*** Supplied data

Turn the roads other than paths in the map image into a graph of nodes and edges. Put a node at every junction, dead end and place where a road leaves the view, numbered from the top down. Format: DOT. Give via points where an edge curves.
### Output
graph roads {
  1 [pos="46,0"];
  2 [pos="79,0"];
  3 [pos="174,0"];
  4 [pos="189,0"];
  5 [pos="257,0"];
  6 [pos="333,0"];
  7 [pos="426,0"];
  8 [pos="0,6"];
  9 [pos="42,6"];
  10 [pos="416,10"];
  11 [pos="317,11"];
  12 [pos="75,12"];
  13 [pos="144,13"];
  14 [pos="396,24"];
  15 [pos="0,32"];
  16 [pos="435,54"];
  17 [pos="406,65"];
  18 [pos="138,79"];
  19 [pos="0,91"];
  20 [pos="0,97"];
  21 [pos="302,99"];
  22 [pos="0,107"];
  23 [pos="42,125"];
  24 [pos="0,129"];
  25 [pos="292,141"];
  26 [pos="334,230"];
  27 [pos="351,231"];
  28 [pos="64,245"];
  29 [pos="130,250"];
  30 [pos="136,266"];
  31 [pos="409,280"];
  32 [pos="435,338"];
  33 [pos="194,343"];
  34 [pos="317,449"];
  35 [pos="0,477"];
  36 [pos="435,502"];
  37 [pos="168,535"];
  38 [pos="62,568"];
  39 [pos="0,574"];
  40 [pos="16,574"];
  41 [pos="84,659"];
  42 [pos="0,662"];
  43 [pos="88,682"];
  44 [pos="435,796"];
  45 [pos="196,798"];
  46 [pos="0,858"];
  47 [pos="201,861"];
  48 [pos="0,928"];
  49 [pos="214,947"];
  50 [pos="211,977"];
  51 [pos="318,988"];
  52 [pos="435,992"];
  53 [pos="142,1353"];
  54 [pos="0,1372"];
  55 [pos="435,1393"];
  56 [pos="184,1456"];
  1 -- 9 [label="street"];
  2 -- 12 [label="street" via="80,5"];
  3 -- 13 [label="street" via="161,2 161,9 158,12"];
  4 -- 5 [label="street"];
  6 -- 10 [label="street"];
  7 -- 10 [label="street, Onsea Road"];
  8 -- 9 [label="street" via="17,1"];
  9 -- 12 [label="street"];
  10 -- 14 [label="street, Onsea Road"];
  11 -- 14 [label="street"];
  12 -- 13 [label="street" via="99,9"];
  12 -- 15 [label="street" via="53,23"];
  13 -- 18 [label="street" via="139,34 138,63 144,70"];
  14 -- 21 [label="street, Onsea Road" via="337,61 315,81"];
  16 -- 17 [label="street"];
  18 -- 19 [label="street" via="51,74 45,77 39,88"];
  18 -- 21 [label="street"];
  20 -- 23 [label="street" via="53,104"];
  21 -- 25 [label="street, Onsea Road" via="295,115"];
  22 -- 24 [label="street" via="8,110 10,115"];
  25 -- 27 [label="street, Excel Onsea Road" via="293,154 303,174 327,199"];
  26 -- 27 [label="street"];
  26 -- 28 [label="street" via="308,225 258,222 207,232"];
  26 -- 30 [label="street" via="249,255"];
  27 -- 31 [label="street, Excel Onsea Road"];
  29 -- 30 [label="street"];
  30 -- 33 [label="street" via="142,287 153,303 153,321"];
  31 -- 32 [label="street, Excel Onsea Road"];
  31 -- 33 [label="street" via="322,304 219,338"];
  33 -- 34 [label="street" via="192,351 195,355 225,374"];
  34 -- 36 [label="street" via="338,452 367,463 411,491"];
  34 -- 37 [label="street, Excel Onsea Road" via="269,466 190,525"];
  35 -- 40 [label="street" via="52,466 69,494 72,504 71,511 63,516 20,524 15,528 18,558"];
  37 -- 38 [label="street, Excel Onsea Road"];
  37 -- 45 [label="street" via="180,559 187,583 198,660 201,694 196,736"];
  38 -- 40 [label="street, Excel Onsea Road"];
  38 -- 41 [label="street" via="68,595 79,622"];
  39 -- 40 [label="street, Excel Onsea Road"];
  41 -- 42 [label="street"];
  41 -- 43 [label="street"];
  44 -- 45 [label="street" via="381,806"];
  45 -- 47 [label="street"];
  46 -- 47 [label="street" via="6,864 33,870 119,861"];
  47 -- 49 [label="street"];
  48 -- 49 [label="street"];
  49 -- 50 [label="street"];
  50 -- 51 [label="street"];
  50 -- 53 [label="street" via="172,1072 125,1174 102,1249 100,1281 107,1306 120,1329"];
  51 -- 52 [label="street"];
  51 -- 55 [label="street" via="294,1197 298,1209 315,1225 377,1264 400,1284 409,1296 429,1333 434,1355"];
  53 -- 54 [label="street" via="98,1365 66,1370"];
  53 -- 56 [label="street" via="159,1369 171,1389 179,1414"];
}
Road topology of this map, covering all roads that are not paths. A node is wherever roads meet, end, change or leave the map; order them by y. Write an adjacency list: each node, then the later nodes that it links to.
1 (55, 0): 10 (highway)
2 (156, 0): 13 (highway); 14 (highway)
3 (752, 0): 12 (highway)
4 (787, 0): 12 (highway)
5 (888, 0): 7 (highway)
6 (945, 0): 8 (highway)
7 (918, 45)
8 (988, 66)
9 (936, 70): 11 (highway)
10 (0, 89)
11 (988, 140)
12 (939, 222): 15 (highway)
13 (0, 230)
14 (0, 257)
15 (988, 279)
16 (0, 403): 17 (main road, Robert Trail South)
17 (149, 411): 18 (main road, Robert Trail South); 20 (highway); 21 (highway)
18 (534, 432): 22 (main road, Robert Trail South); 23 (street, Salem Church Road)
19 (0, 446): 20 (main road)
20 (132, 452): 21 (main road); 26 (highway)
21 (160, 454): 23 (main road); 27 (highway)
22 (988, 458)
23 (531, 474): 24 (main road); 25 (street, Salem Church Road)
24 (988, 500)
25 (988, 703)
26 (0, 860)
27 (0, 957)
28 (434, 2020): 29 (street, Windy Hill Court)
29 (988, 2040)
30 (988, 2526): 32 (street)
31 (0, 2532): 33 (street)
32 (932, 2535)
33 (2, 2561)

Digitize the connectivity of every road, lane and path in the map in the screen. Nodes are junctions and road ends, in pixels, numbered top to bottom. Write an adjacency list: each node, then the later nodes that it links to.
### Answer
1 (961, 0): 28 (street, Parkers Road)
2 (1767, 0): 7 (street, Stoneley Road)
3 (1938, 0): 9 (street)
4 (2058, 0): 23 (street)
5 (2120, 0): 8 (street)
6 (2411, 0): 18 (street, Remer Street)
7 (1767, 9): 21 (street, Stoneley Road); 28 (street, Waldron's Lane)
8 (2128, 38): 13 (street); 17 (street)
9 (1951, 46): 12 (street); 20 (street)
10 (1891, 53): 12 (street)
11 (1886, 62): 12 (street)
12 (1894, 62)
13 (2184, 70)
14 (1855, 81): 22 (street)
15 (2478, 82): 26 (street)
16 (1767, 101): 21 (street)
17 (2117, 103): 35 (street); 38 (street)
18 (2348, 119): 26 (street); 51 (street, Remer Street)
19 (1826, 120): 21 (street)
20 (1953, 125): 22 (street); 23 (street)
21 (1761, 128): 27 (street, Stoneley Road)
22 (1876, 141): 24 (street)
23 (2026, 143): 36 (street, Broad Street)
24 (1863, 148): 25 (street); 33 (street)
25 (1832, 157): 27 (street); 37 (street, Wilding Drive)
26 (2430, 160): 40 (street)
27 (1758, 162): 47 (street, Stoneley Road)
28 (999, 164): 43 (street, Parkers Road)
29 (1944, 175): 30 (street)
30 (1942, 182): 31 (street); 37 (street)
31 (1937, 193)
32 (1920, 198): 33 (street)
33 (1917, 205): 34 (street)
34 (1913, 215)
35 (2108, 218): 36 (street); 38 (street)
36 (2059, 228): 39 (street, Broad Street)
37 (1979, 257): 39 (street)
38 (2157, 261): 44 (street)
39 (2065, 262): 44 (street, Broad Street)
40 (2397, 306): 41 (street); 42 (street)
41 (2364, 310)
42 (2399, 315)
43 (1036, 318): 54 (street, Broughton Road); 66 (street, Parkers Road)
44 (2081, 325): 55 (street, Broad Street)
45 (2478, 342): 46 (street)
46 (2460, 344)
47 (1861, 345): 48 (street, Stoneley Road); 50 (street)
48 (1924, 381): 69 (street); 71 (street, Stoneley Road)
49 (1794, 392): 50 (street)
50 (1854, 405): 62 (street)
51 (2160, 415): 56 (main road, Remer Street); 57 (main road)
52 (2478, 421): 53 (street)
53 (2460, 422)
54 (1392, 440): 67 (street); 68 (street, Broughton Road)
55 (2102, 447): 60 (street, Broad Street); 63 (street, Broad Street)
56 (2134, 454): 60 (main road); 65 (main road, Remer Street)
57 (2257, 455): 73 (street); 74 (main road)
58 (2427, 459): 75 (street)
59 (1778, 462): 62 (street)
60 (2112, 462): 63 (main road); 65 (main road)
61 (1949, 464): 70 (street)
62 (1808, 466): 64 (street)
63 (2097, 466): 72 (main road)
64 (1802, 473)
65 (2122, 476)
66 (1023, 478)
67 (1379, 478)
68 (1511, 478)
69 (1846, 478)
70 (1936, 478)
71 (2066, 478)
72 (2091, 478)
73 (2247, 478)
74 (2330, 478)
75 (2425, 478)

******

__Exercise directions__. Say, as a single number and nothing more, how many lines of the entries contain the word "Robert".

__Final answer__. 3